August’s Object of the Month is the nest of a Swallow, Hirundo rustica. The object was chosen by Sarah Kenyon, Natural Sciences Officer, because it is a record of the wildlife that lives in this area. It was found at Great Sampford, Essex, in 2013 when wood on the outside of a house was being painted. The nest is cup-shaped and made from mud and grass. This nest was empty when it was found – there were no eggs in it – so it was probably built the year before it was found.
It has been illegal to collect the eggs and nests of wild birds since 1954. Nests are protected while they are being built or used by birds. It is illegal to disturb a nesting bird or to destroy its nest. Old nests can be removed after the last brood has fledged and breeding has finished for the year.

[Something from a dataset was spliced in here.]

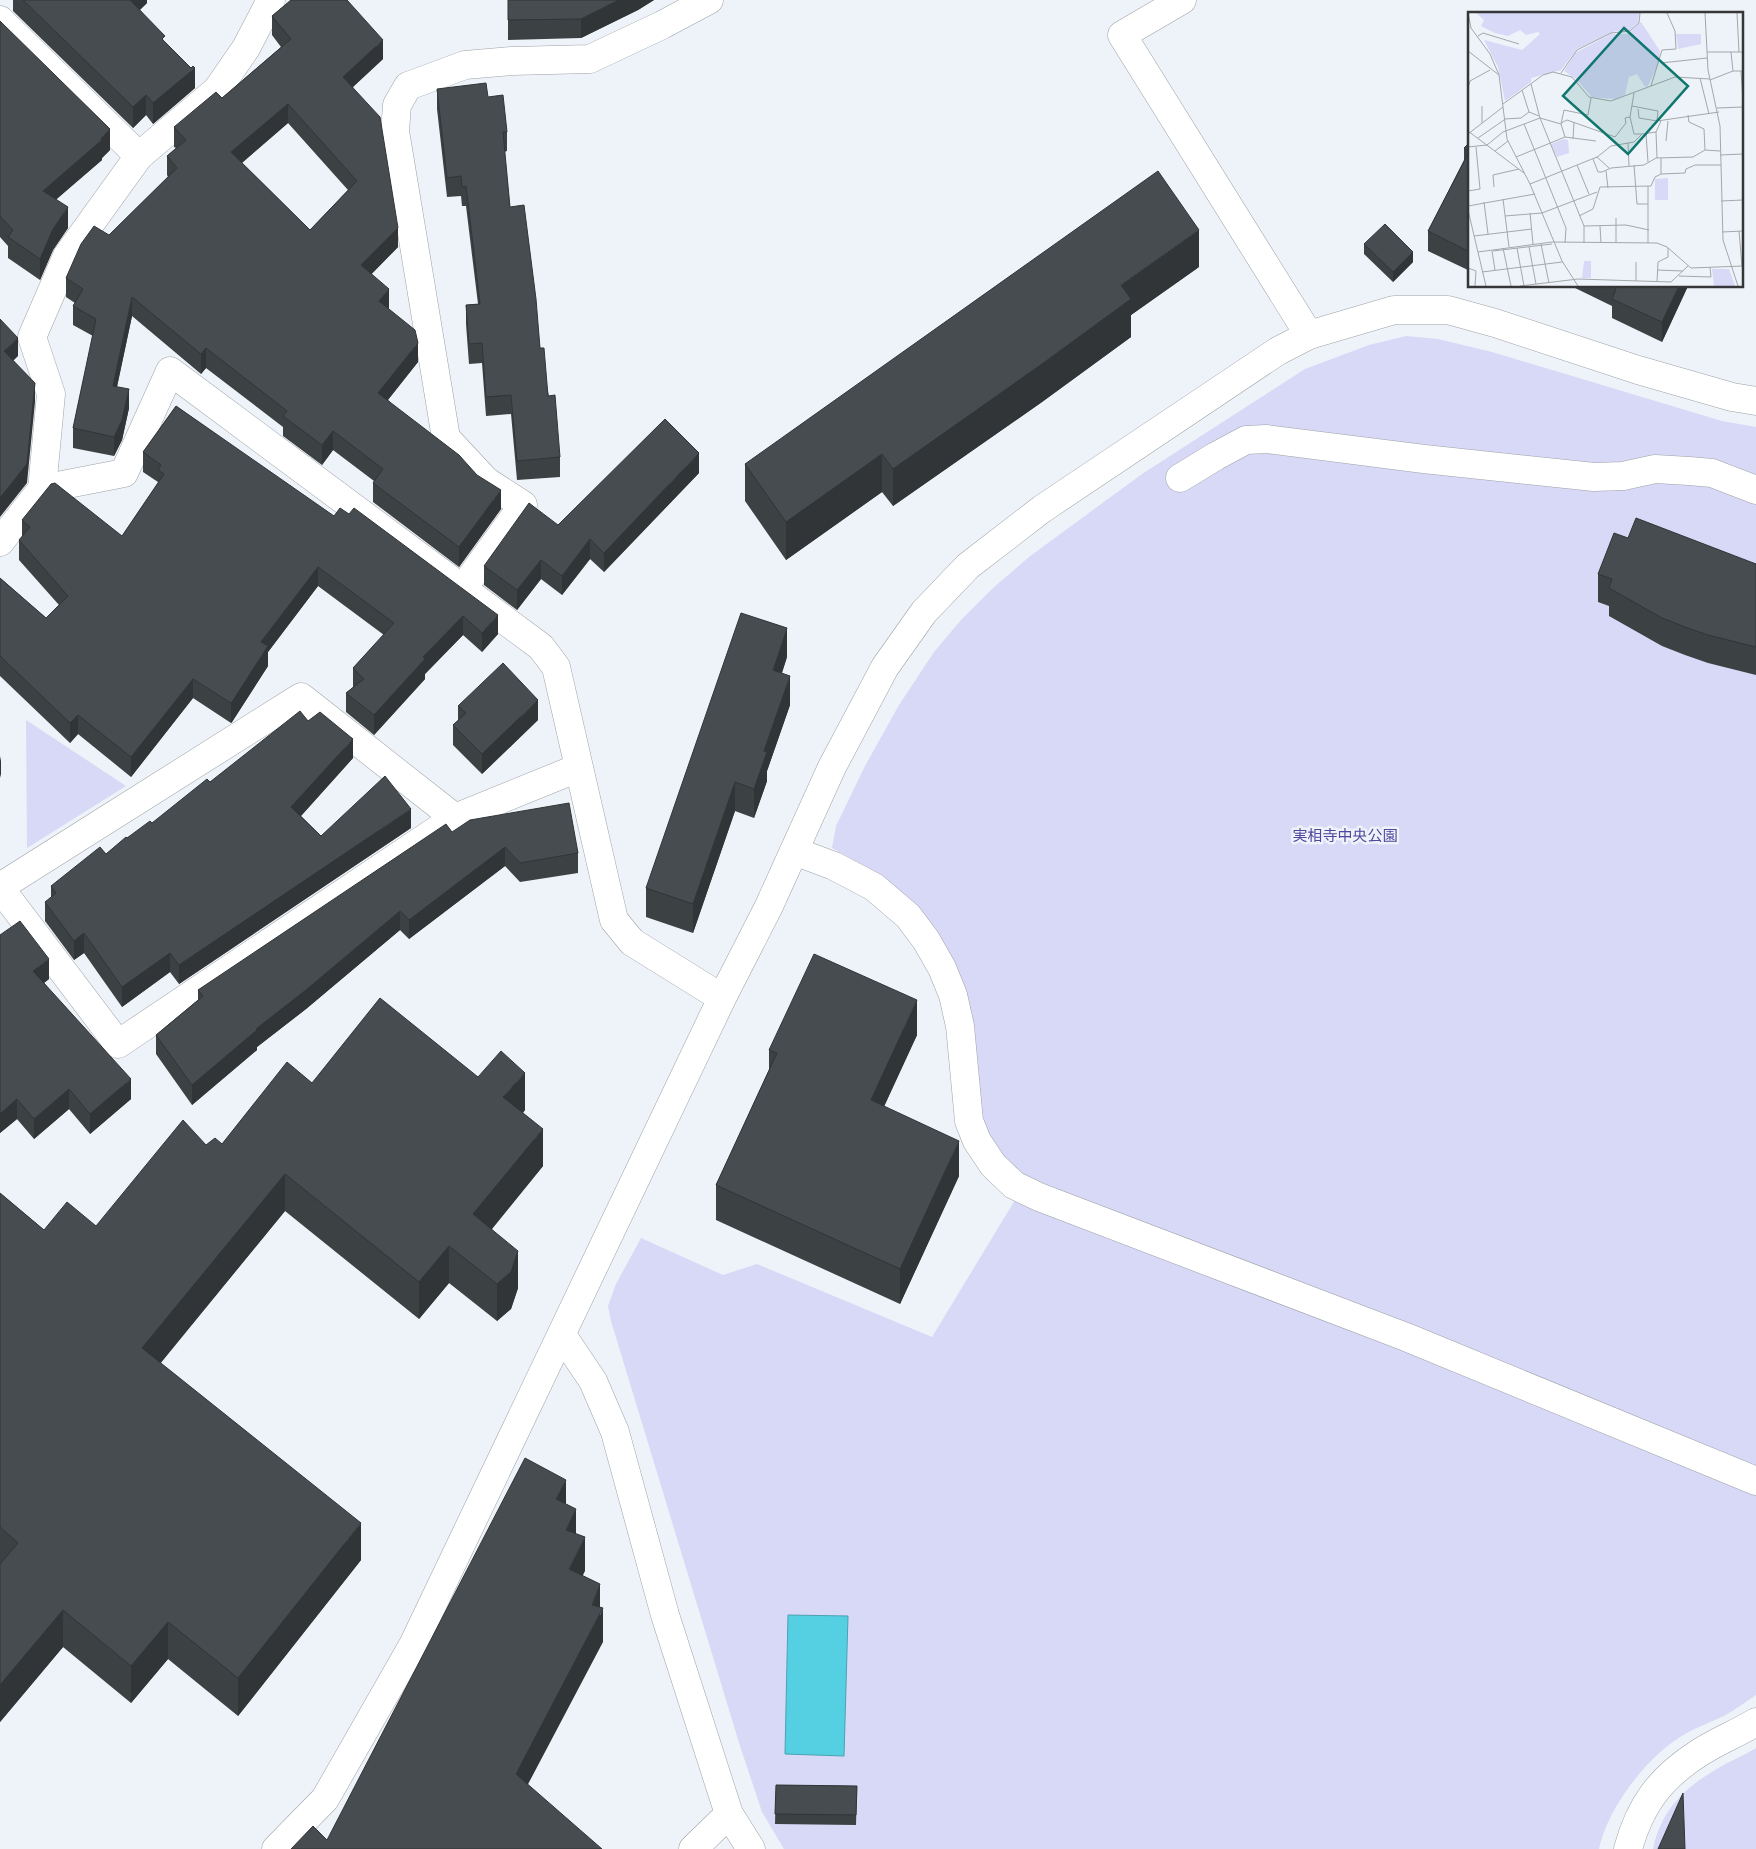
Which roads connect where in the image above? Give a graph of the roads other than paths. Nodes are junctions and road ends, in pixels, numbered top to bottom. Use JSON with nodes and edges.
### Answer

The sale or exchange of Birds’ Eggs is banned. They can only be given away or destroyed. Possession of birds’ eggs collected before 1954 is legal but keeping eggs obtained after 1954 is illegal unless the possessor can show that the eggs have been taken lawfully. One problem for museums concerns the donation of old or confiscated egg collections. Museums are often offered egg collections and it can be difficult to know whether such collections have been legally obtained. Museums are expected to prove that the eggs were collected before 1954, so information about when and where each egg was collected is essential.
You can see this bird nest on display in the museum until 31 August and discover more about Swallows, the law protecting birds’ nests and eggs, and biological recording.